Александр Блок

Фрагменты из дневника 1911 г..

1911

17 октября

Писать дневник, или по крайней мере делать от времени до времени заметки о самом существенном, надо всем нам. Весьма вероятно, что наше время — великое и что именно мы стоим в центре жизни, т. е. в том месте, где сходятся все духовные нити, куда доходят все звуки.

Я начинаю эту запись, стесняясь от своего суконного языка перед самим собою, усталый от нескольких дней (или недель), проведенных в большом напряжении и восторге, но отдохнувший от тяжелого и ненужного последних лет.

Мне скоро 31 год. Я много пережил лично и был участником нескольких, быстро сменивших друг друга, эпох русской жизни. Многое никуда не вписано, и много драгоценного безвозвратно потеряно.

В начале сентября мы воротились: Люба — из Парижа, я — оттуда же, проехав Бельгию и Голландию и поживя в Берлине. Мама поселилась здесь, у них уютно и тихо.

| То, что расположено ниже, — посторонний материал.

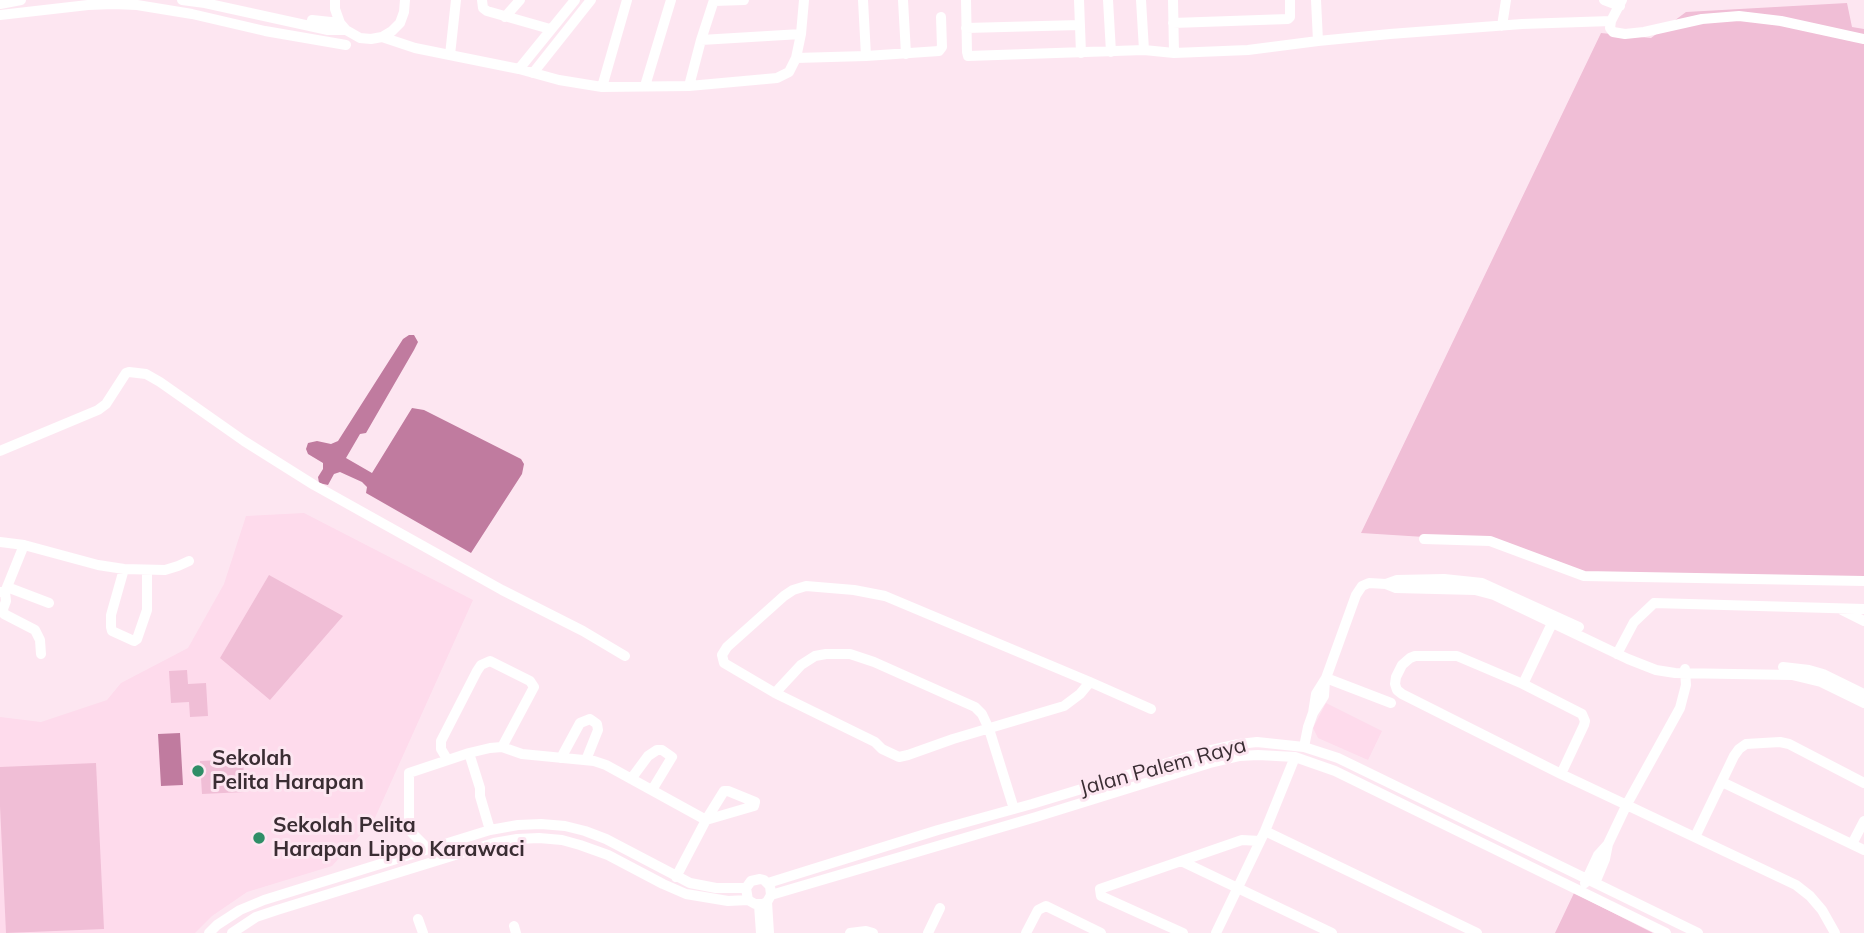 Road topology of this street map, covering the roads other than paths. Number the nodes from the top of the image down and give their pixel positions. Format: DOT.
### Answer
graph roads {
  1 [pos="21,0"];
  2 [pos="187,0"];
  3 [pos="222,0"];
  4 [pos="335,0"];
  5 [pos="405,0"];
  6 [pos="456,0"];
  7 [pos="482,0"];
  8 [pos="520,0"];
  9 [pos="575,0"];
  10 [pos="591,0"];
  11 [pos="627,0"];
  12 [pos="671,0"];
  13 [pos="744,0"];
  14 [pos="804,0"];
  15 [pos="863,0"];
  16 [pos="903,0"];
  17 [pos="966,0"];
  18 [pos="1079,0"];
  19 [pos="1108,0"];
  20 [pos="1141,0"];
  21 [pos="1173,0"];
  22 [pos="1290,0"];
  23 [pos="1317,0"];
  24 [pos="1507,0"];
  25 [pos="1604,0"];
  26 [pos="714,1"];
  27 [pos="1621,3"];
  28 [pos="0,4"];
  29 [pos="0,15"];
  30 [pos="505,17"];
  31 [pos="941,17"];
  32 [pos="1611,20"];
  33 [pos="400,23"];
  34 [pos="1173,23"];
  35 [pos="1080,25"];
  36 [pos="343,26"];
  37 [pos="1502,26"];
  38 [pos="966,28"];
  39 [pos="550,29"];
  40 [pos="802,34"];
  41 [pos="382,37"];
  42 [pos="1864,39"];
  43 [pos="701,40"];
  44 [pos="1318,41"];
  45 [pos="401,42"];
  46 [pos="346,45"];
  47 [pos="1144,50"];
  48 [pos="1111,52"];
  49 [pos="1081,53"];
  50 [pos="1174,53"];
  51 [pos="906,54"];
  52 [pos="450,55"];
  53 [pos="866,56"];
  54 [pos="796,58"];
  55 [pos="519,69"];
  56 [pos="533,74"];
  57 [pos="645,86"];
  58 [pos="689,86"];
  59 [pos="603,87"];
  60 [pos="0,451"];
  61 [pos="1424,539"];
  62 [pos="0,542"];
  63 [pos="24,545"];
  64 [pos="189,561"];
  65 [pos="124,569"];
  66 [pos="147,570"];
  67 [pos="1864,581"];
  68 [pos="4,590"];
  69 [pos="49,603"];
  70 [pos="1838,608"];
  71 [pos="1864,608"];
  72 [pos="1554,619"];
  73 [pos="1864,621"];
  74 [pos="1619,651"];
  75 [pos="41,654"];
  76 [pos="625,656"];
  77 [pos="1685,670"];
  78 [pos="1326,678"];
  79 [pos="1090,682"];
  80 [pos="1523,684"];
  81 [pos="775,693"];
  82 [pos="1864,694"];
  83 [pos="1391,703"];
  84 [pos="1864,704"];
  85 [pos="1151,709"];
  86 [pos="989,729"];
  87 [pos="502,747"];
  88 [pos="1304,747"];
  89 [pos="469,753"];
  90 [pos="1294,757"];
  91 [pos="561,758"];
  92 [pos="447,760"];
  93 [pos="586,760"];
  94 [pos="1561,774"];
  95 [pos="631,779"];
  96 [pos="1722,782"];
  97 [pos="1864,783"];
  98 [pos="652,790"];
  99 [pos="1627,804"];
  100 [pos="1014,809"];
  101 [pos="1864,821"];
  102 [pos="492,830"];
  103 [pos="1262,836"];
  104 [pos="1695,837"];
  105 [pos="1852,844"];
  106 [pos="428,849"];
  107 [pos="1864,850"];
  108 [pos="1181,861"];
  109 [pos="1571,870"];
  110 [pos="676,877"];
  111 [pos="1591,881"];
  112 [pos="768,883"];
  113 [pos="1566,883"];
  114 [pos="1238,887"];
  115 [pos="1584,892"];
  116 [pos="747,894"];
  117 [pos="766,900"];
  118 [pos="940,908"];
  119 [pos="418,919"];
  120 [pos="209,933"];
  121 [pos="232,933"];
  122 [pos="423,933"];
  123 [pos="761,933"];
  124 [pos="769,933"];
  125 [pos="850,933"];
  126 [pos="873,933"];
  127 [pos="928,933"];
  128 [pos="1026,933"];
  129 [pos="1101,933"];
  130 [pos="1183,933"];
  131 [pos="1216,933"];
  132 [pos="1332,933"];
  133 [pos="1477,933"];
  134 [pos="1666,933"];
  135 [pos="1698,933"];
  136 [pos="1835,933"];
  1 -- 28 [label="street"];
  2 -- 36 [label="street"];
  3 -- 36 [label="street"];
  4 -- 36 [label="street"];
  5 -- 33 [label="street"];
  6 -- 52 [label="street"];
  7 -- 30 [label="street"];
  8 -- 30 [label="street"];
  9 -- 39 [label="street"];
  10 -- 56 [label="street"];
  11 -- 59 [label="street"];
  12 -- 57 [label="street"];
  13 -- 26 [label="street"];
  14 -- 40 [label="street"];
  15 -- 53 [label="street"];
  16 -- 51 [label="street"];
  17 -- 38 [label="street"];
  18 -- 35 [label="street"];
  19 -- 48 [label="street"];
  20 -- 47 [label="street"];
  21 -- 34 [label="street"];
  22 -- 34 [label="street"];
  23 -- 44 [label="street"];
  24 -- 37 [label="street"];
  25 -- 27 [label="street"];
  26 -- 43 [label="street"];
  27 -- 32 [label="street"];
  29 -- 46 [label="street"];
  30 -- 39 [label="street"];
  31 -- 51 [label="street"];
  32 -- 37 [label="street"];
  32 -- 42 [label="street"];
  33 -- 41 [label="street"];
  33 -- 45 [label="street"];
  34 -- 50 [label="street"];
  35 -- 38 [label="street"];
  35 -- 49 [label="street"];
  36 -- 41 [label="street"];
  37 -- 44 [label="street"];
  38 -- 49 [label="street"];
  39 -- 55 [label="street"];
  40 -- 43 [label="street"];
  40 -- 54 [label="street"];
  41 -- 45 [label="street"];
  43 -- 58 [label="street"];
  44 -- 50 [label="street"];
  45 -- 52 [label="street"];
  47 -- 48 [label="street"];
  47 -- 50 [label="street"];
  48 -- 49 [label="street"];
  51 -- 53 [label="street"];
  52 -- 55 [label="street"];
  53 -- 54 [label="street"];
  54 -- 58 [label="street"];
  55 -- 56 [label="street"];
  56 -- 59 [label="street"];
  57 -- 58 [label="street"];
  57 -- 59 [label="street"];
  60 -- 76 [label="street"];
  61 -- 67 [label="street"];
  62 -- 63 [label="street"];
  63 -- 65 [label="street"];
  63 -- 68 [label="street"];
  64 -- 66 [label="street"];
  65 -- 66 [label="street"];
  65 -- 66 [label="street"];
  68 -- 69 [label="street"];
  68 -- 75 [label="street"];
  70 -- 71 [label="street"];
  70 -- 73 [label="street"];
  70 -- 74 [label="street"];
  72 -- 74 [label="street"];
  72 -- 78 [label="street"];
  72 -- 80 [label="street"];
  74 -- 77 [label="street"];
  77 -- 82 [label="street"];
  77 -- 84 [label="street"];
  77 -- 99 [label="street"];
  78 -- 83 [label="street"];
  78 -- 88 [label="street"];
  79 -- 81 [label="street"];
  79 -- 85 [label="street"];
  79 -- 86 [label="street"];
  80 -- 94 [label="street"];
  80 -- 94 [label="street"];
  81 -- 86 [label="street"];
  81 -- 86 [label="street"];
  86 -- 100 [label="street"];
  87 -- 89 [label="street"];
  87 -- 91 [label="street"];
  87 -- 92 [label="street"];
  88 -- 100 [label="street, Jalan Palem Raya"];
  88 -- 109 [label="street, Jalan Palem Raya"];
  89 -- 92 [label="street"];
  89 -- 102 [label="street"];
  90 -- 103 [label="street"];
  90 -- 113 [label="street, Jalan Palem Raya"];
  90 -- 117 [label="street, Jalan Palem Raya"];
  91 -- 93 [label="street"];
  91 -- 93 [label="street"];
  92 -- 106 [label="street"];
  93 -- 95 [label="street"];
  94 -- 99 [label="street"];
  95 -- 98 [label="street"];
  95 -- 98 [label="street"];
  96 -- 97 [label="street"];
  96 -- 104 [label="street"];
  96 -- 105 [label="street"];
  98 -- 110 [label="street"];
  99 -- 104 [label="street"];
  99 -- 111 [label="street"];
  100 -- 112 [label="street, Jalan Palem Raya"];
  101 -- 105 [label="street"];
  102 -- 106 [label="street"];
  102 -- 110 [label="street"];
  103 -- 108 [label="street"];
  103 -- 114 [label="street"];
  103 -- 133 [label="street"];
  104 -- 136 [label="street"];
  105 -- 107 [label="street"];
  106 -- 120 [label="street"];
  108 -- 114 [label="street"];
  108 -- 130 [label="street"];
  109 -- 111 [label="street, Jalan Palem Raya"];
  109 -- 113 [label="street"];
  110 -- 116 [label="street"];
  111 -- 115 [label="street"];
  111 -- 135 [label="street, Jalan Palem Raya"];
  112 -- 116 [label="street"];
  112 -- 117 [label="street"];
  113 -- 115 [label="street, Jalan Palem Raya"];
  114 -- 131 [label="street"];
  114 -- 132 [label="street"];
  115 -- 134 [label="street, Jalan Palem Raya"];
  116 -- 117 [label="street"];
  116 -- 121 [label="street"];
  117 -- 123 [label="street"];
  117 -- 124 [label="street"];
  118 -- 127 [label="street"];
  119 -- 122 [label="street"];
  125 -- 126 [label="street"];
  128 -- 129 [label="street"];
}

Как из итальянской поездки (1909) вынесено искусство, так из этой — о жизни: тягостное, пестрое, много несвязного. Женя1, как и летом, непонятен мне, но дорог и любим. В последний раз, когда он приходил, мне было с ним чрезвычайно хорошо. <...>

Пяст живет, сцепя зубы, злится и ждет лучшего. Он поселился в непрактической квартире с сильно беременной женой, каждый день на службе, послал рассказ (больница, Врубель?) в «Русскую мысль» (через Ремизова), перевел Тирсо ди Молину (как я «Праматерь» — много никуда не годного, чего, как и я тогда (NB — Бенуа!), не видит). Стихов не пишет. «Западник». Мы еще не видались как следует.

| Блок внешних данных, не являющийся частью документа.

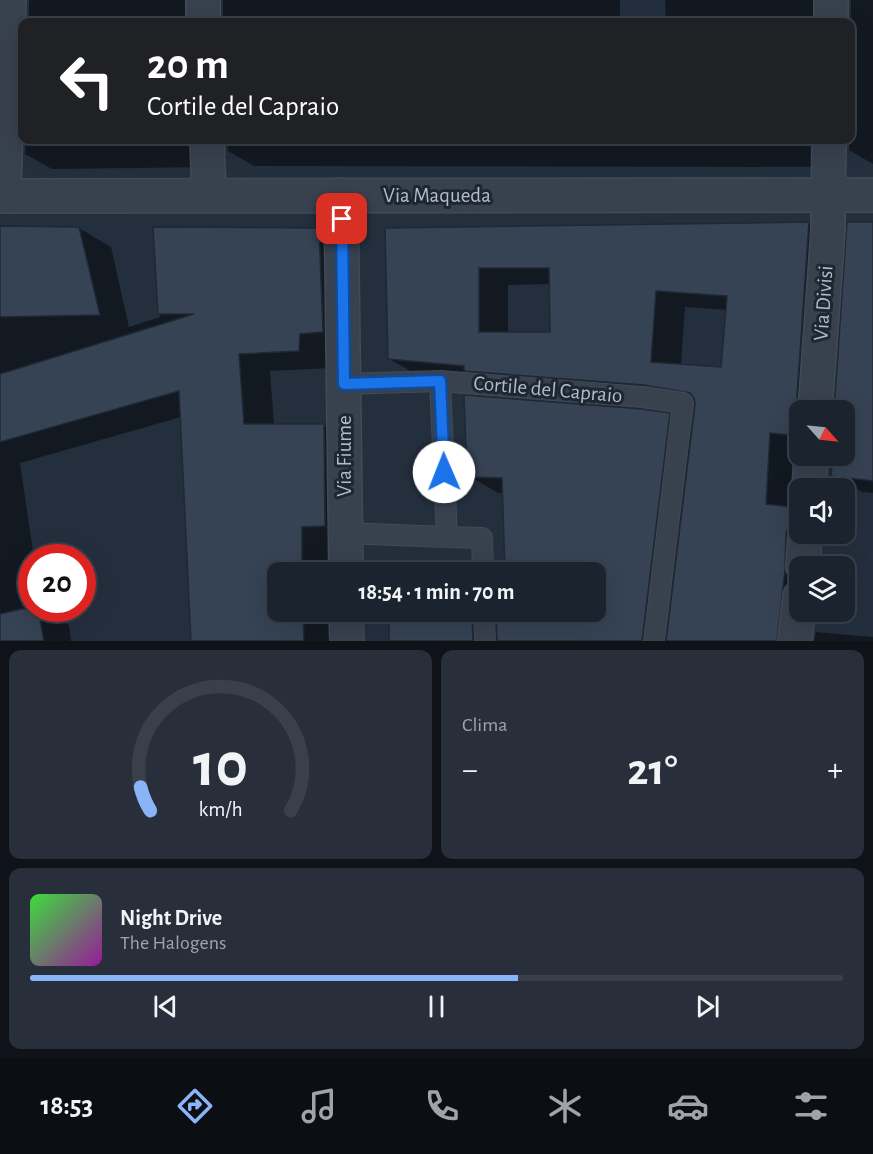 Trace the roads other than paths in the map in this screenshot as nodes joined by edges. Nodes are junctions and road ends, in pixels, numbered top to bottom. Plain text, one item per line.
1 (9, 0) edge
2 (203, 0) edge
3 (831, 0) edge
4 (203, 18) edge
5 (831, 18) edge
6 (207, 144) edge
7 (829, 144) edge
8 (209, 195) junction
9 (341, 195) junction
10 (827, 195) junction
11 (873, 195) edge
12 (2, 196) edge
13 (440, 381) junction
14 (344, 384) junction
15 (816, 400) edge
16 (345, 532) junction
17 (447, 537) junction
18 (346, 562) edge
19 (483, 562) edge
20 (346, 622) edge
21 (484, 622) edge
22 (797, 622) edge
23 (346, 641) edge
24 (485, 641) edge
25 (654, 641) edge
26 (795, 641) edge

1 - 12 street
2 - 4 street
3 - 5 street
6 - 8 street
7 - 10 street, Via Divisi
8 - 9 street, Via Maqueda
8 - 12 street, Via Maqueda
9 - 10 street, Via Maqueda
9 - 14 street, Via Fiume
10 - 11 street, Via Maqueda
10 - 15 street, Via Divisi
13 - 14 lane, Cortile del Capraio
13 - 17 lane
13 - 25 lane, Cortile del Capraio
14 - 16 street, Via Fiume
16 - 17 lane
16 - 18 street, Via Fiume
17 - 19 lane
20 - 23 street
21 - 24 lane
22 - 26 street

Городецкий — затихший, милый. Его статья обо мне, несказанно тронувшая (Люба приносит ее, когда я лежу в кровати утром в смертельном ужасе и больной от «пьянства» накануне). <...> — Все только факты, почти голые, осветится понемногу потом, если писать почаще.

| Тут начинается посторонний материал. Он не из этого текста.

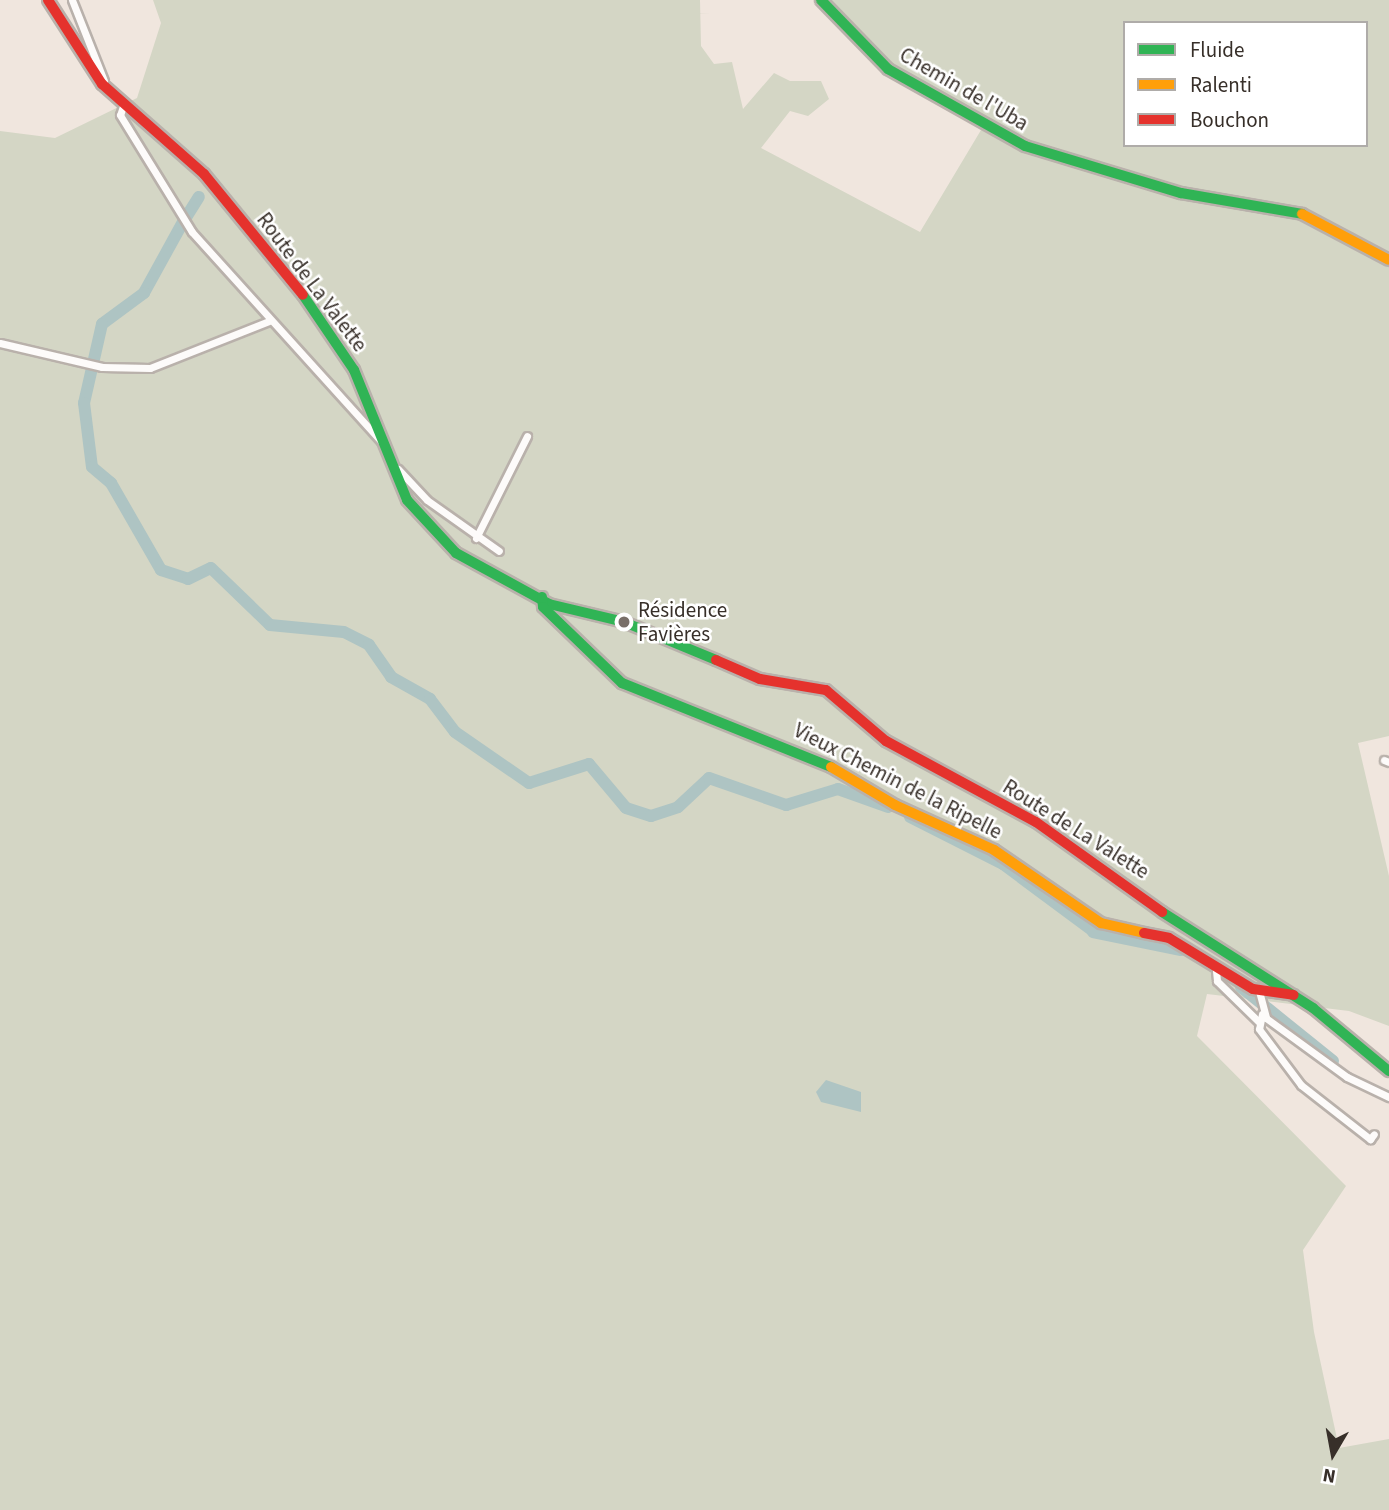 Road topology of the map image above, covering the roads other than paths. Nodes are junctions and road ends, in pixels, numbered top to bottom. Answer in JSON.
{"nodes":[{"id":1,"x":48,"y":0,"type":"edge"},
{"id":2,"x":72,"y":0,"type":"edge"},
{"id":3,"x":821,"y":0,"type":"edge"},
{"id":4,"x":102,"y":84,"type":"junction"},
{"id":5,"x":123,"y":106,"type":"junction"},
{"id":6,"x":1389,"y":260,"type":"edge"},
{"id":7,"x":269,"y":321,"type":"junction"},
{"id":8,"x":0,"y":342,"type":"edge"},
{"id":9,"x":527,"y":436,"type":"dead end"},
{"id":10,"x":382,"y":442,"type":"junction"},
{"id":11,"x":392,"y":470,"type":"junction"},
{"id":12,"x":475,"y":538,"type":"junction"},
{"id":13,"x":499,"y":551,"type":"dead end"},
{"id":14,"x":542,"y":598,"type":"junction"},
{"id":15,"x":1216,"y":970,"type":"junction"},
{"id":16,"x":1294,"y":995,"type":"junction"},
{"id":17,"x":1259,"y":996,"type":"junction"},
{"id":18,"x":1260,"y":1018,"type":"junction"},
{"id":19,"x":1389,"y":1071,"type":"edge"},
{"id":20,"x":1389,"y":1097,"type":"edge"},
{"id":21,"x":1374,"y":1134,"type":"dead end"}],
"edges":[{"from":1,"to":4,"type":"main road","name":"Route de La Valette"},
{"from":2,"to":4,"type":"street"},
{"from":3,"to":6,"type":"main road","name":"Chemin de l'Uba"},
{"from":4,"to":5,"type":"main road","name":"Route de La Valette"},
{"from":5,"to":7,"type":"street"},
{"from":5,"to":10,"type":"main road","name":"Route de La Valette"},
{"from":7,"to":8,"type":"street"},
{"from":7,"to":10,"type":"street"},
{"from":9,"to":12,"type":"street"},
{"from":10,"to":11,"type":"main road","name":"Route de La Valette"},
{"from":11,"to":12,"type":"street"},
{"from":11,"to":14,"type":"main road","name":"Route de La Valette"},
{"from":12,"to":13,"type":"street"},
{"from":14,"to":15,"type":"main road","name":"Vieux Chemin de la Ripelle"},
{"from":14,"to":16,"type":"main road","name":"Route de La Valette"},
{"from":15,"to":17,"type":"main road","name":"Vieux Chemin de la Ripelle"},
{"from":15,"to":18,"type":"street","name":"Vieux Chemin de la Ripelle"},
{"from":16,"to":17,"type":"main road","name":"Vieux Chemin de la Ripelle"},
{"from":16,"to":19,"type":"main road","name":"Route de La Valette"},
{"from":17,"to":18,"type":"street"},
{"from":18,"to":20,"type":"street"},
{"from":18,"to":21,"type":"street"}]}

Клюев — большое событие в моей осенней жизни. Особаченный Мережковскими, изнуренный приставаньем Санжарь, пьяными наглыми московскими мордами «народа» (в Шахматове было, по обыкновению, под конец невыносимо — лучше забыть, забыть), спутанный, — я жду мужика, мастеровщину, П. Карпова — темномордое. Входит — без лица, без голоса — не то старик, не то средних лет (а ему — 23?). Сначала тяжело, нудно, я сбит с толку, говорю лишнее, часами трещит мой голос, устаю, он строго испытует или молчит. Обед. Муж Тани пришел пьяный, тихо колотит ее за дверью, она ревет, девочка в жару (жаба) бежит в комнаты, Люба тащит ее на руках назад, мы выбегаем унять мужа, уже уходящего по лестнице. Минута — и входит Кузьмин-Караваев — полусумасшедший, между бровями что-то делается, говорит еще дико. Их перебрасыванье словами с Клюевым («господин, ищущий власти», — а не имущий власть — «царь всегда на языке, готов»). Только в следующий раз Клюев один, часы нудно, я измучен, — и вдруг бесконечный отдых, его нежность, его «благословение», рассказы о том, что меня поют в Олонецкой губернии, и как (понимаю я) из «Нечаянной Радости» те, благословляющие меня, сами не принимают ничего полусказанного, ничего грешного. Я-то не имел права (веры) сказать, что сказал (в «Нечаянной Радости»), а они позволили мне: говори. И так ясно и просто в первый раз в жизни — что такое жизнь Л. Д. Семенова и даже — А. М. Добролюбова. Первый — Рязанская губ., 15 верст от именья родных, в семье, крестьянские работы, никто не спросит ни о чем и не дразнит (хлысты, но он — не). «Есть люди», которые должны избрать этот «древний путь», — «иначе не могут». Но это — не лучшее, деньги, житье — ничего, лучше оставаться в мире, больше «влияния» (если станешь в мире «таким»). «И одежу вашу люблю, и голос ваш люблю». — Тут многое не записано, запамятовано, я был все-таки рассеян, но хоть кое-что. Уходя: «Когда вспомните обо мне (не внешне), — значит, я о вас думаю».<...>

Вячеслав Иванов*. Если хочешь сохранить его, — окончательно подальше от него. Простриг бороду, и на подбородке невыразимо ужасная линия, глубоко врезалась. Внутри воет Гёте, «классицизм» (будь, будь спокойнее). Язвит, колет, шипит, бьет хвостом, заигрывает — большое, но меньше, чем (могло бы) должно быть. Дочь — худа, бледна, измучена, печальна.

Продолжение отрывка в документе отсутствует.